特に原作の大ファンというわけではありません。
漫画の記憶は彼岸の彼方。モノクロ・アニメの点景がかろうじて脳内残留している程度です。
なので、どろろがオトナの女という“映画的嘘”はアリだと思いますし(原作にもどろろ=少女を匂わす描写はあったような)、無国籍な設定も世界観が構築されていれば十分許容範囲内の改変です。
という訳で純粋に1本の映画として観たのですが・・・こりゃ一体なんじゃらほい?
「どろろ」(2007年/塩田明彦監督)
全身48箇所を魔物に奪われた百鬼丸(妻夫木)が、魔物を1体倒す毎に生身のパーツを取り戻していく、というのがお話の骨子ですが・・・。
百鬼丸って途中まで、眼も耳も声帯もないのですよ。

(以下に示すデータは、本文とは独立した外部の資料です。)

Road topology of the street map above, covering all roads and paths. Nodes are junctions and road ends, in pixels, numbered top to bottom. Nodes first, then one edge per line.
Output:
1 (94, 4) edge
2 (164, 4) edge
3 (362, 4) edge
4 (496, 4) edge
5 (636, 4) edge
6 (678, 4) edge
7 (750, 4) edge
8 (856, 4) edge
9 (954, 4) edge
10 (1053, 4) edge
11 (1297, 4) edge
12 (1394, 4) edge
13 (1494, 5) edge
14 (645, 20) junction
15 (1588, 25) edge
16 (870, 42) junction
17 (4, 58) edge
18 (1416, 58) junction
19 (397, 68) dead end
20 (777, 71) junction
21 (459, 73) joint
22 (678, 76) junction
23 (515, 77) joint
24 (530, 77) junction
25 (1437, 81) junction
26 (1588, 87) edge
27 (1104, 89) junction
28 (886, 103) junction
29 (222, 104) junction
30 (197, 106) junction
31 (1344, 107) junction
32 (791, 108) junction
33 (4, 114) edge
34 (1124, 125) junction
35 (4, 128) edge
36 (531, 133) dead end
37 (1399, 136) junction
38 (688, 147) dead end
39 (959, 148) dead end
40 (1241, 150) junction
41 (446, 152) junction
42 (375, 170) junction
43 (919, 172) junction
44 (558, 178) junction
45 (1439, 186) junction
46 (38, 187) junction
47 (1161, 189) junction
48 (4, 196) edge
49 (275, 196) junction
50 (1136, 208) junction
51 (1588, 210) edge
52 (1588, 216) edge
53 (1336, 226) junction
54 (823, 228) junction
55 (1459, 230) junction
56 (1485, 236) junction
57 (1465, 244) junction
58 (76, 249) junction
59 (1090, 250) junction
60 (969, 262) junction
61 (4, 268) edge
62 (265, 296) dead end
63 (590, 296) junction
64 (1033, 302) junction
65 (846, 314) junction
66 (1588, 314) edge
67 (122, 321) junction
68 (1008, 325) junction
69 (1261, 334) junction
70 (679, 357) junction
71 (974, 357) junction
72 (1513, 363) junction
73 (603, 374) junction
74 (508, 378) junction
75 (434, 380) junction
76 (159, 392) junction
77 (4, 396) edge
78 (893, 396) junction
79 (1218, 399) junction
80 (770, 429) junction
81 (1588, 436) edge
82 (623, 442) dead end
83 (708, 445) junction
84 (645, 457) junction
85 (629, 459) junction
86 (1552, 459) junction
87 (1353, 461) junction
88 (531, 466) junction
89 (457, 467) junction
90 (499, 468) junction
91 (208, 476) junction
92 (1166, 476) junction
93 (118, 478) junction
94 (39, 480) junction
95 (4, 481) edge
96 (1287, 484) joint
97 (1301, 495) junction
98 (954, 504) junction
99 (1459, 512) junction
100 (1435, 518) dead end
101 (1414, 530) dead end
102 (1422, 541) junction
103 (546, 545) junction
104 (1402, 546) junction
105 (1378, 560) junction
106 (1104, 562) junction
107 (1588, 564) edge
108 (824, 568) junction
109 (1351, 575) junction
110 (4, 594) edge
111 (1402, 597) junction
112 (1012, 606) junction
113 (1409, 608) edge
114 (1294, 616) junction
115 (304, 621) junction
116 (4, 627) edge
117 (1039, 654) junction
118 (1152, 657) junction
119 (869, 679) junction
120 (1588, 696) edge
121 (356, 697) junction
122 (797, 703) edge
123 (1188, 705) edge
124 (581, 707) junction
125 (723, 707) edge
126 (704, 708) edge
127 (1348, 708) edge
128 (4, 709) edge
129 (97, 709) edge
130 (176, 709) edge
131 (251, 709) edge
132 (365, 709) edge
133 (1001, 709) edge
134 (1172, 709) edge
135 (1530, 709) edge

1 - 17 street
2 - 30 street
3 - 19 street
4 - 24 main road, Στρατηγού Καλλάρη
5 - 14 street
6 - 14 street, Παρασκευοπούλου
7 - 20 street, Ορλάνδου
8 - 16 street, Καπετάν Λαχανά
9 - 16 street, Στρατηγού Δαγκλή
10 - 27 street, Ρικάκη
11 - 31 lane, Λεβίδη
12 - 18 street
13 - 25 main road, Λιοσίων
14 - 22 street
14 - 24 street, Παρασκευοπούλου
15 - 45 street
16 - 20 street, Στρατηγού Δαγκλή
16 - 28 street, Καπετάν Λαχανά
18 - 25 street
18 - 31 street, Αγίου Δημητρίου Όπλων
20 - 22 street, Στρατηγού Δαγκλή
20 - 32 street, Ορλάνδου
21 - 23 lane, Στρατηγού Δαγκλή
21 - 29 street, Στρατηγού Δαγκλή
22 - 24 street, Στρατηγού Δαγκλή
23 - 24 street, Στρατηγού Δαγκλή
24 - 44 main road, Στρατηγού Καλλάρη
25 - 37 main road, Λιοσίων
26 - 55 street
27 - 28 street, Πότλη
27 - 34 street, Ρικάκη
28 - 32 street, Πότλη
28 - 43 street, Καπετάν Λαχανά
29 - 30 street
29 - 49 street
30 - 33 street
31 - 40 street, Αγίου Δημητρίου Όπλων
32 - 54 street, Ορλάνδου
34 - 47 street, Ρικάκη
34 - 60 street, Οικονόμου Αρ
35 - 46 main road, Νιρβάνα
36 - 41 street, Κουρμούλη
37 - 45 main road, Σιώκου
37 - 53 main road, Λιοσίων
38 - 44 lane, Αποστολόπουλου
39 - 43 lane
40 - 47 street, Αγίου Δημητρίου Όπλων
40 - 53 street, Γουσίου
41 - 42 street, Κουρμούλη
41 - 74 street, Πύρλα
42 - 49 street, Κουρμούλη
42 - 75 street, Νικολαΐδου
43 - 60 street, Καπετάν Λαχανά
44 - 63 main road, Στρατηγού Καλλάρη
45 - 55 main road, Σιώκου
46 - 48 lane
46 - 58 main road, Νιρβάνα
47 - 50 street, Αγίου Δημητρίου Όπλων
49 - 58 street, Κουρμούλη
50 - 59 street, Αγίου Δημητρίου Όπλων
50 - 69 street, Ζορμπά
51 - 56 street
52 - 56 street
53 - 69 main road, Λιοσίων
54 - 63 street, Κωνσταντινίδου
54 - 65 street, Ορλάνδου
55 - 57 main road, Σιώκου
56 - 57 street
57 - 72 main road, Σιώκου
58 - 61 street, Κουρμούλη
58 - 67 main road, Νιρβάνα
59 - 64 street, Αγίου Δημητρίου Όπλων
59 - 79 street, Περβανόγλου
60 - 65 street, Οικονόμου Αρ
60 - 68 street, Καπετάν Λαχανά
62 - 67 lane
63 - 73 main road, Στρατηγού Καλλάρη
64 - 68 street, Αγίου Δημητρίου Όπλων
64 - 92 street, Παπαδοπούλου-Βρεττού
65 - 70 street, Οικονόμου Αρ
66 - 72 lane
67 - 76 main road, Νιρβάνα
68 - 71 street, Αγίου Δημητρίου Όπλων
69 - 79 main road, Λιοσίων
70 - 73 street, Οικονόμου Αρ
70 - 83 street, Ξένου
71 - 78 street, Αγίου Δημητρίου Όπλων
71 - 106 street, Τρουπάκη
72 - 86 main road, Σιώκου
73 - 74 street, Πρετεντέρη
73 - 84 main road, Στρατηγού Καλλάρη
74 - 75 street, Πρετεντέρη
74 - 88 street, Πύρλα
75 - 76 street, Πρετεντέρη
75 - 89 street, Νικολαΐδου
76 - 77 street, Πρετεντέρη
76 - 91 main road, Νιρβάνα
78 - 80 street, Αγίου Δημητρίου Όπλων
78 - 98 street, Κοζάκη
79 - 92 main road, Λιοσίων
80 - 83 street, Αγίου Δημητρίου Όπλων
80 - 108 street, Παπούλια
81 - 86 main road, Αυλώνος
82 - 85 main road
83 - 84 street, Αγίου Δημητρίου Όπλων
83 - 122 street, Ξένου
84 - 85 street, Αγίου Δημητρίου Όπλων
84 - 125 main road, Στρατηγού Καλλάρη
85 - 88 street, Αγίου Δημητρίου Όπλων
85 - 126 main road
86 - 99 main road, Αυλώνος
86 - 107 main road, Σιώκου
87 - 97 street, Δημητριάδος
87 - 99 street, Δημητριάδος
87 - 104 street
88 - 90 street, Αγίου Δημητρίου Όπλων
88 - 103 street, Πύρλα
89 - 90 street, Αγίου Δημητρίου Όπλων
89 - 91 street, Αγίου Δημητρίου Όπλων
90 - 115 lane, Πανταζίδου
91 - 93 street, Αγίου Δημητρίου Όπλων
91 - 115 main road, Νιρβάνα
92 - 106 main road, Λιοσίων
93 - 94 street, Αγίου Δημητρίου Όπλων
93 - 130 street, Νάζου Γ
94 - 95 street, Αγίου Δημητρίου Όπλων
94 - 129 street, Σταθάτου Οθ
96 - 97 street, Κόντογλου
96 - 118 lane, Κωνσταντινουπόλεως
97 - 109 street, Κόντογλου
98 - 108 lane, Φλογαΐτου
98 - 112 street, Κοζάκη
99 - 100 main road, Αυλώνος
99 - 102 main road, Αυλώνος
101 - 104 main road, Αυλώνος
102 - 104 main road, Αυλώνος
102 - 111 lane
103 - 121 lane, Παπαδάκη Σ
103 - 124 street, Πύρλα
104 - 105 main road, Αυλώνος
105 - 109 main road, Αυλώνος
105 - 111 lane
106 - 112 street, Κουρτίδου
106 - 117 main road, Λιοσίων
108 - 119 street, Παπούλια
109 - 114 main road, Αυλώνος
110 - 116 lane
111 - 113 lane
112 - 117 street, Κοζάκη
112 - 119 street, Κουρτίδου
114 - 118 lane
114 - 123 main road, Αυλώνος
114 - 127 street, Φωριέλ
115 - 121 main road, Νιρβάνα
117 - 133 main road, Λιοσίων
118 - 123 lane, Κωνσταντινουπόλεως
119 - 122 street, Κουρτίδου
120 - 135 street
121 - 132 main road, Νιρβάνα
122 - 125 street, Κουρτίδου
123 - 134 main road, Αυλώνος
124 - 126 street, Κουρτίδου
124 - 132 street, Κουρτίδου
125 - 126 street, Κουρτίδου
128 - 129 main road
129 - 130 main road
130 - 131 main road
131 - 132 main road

魔物を倒して初めて視覚・聴覚・声を得るわけですが・・・君最初から喋ってるじゃん! 相手の声も聞こえてるじゃん!
かろうじて眼に関してだけは「心の眼がある」という台詞がありますが、台詞だけ。
見えない、聞こえない、喋れない、という描写(演出)が一切無いので、声帯を得た百鬼丸が「どろろ!どろろ!どろろぉ!」とか叫んでも「は?何の冗談?」。
脚本はアナーキー&フリーキーな脚色させたら日本一なNAKA雅MURA。
「何でもアリ」にするために、時代も舞台も架空(原作は室町時代末期)にしてあるのですが、演出する側に“世界観”というものがビタ一文存在しないので、単なるトンデモ時代劇にしか見えません。
ラストは当然、醍醐の軍勢と一戦かまして宿命の一騎打ちという流れかと思いきや、撮影が面倒だったようで、ニュージーランドの草っ原で兄弟喧嘩→夫婦喧嘩→親子喧嘩という“構図って何?”な小芝居で終了。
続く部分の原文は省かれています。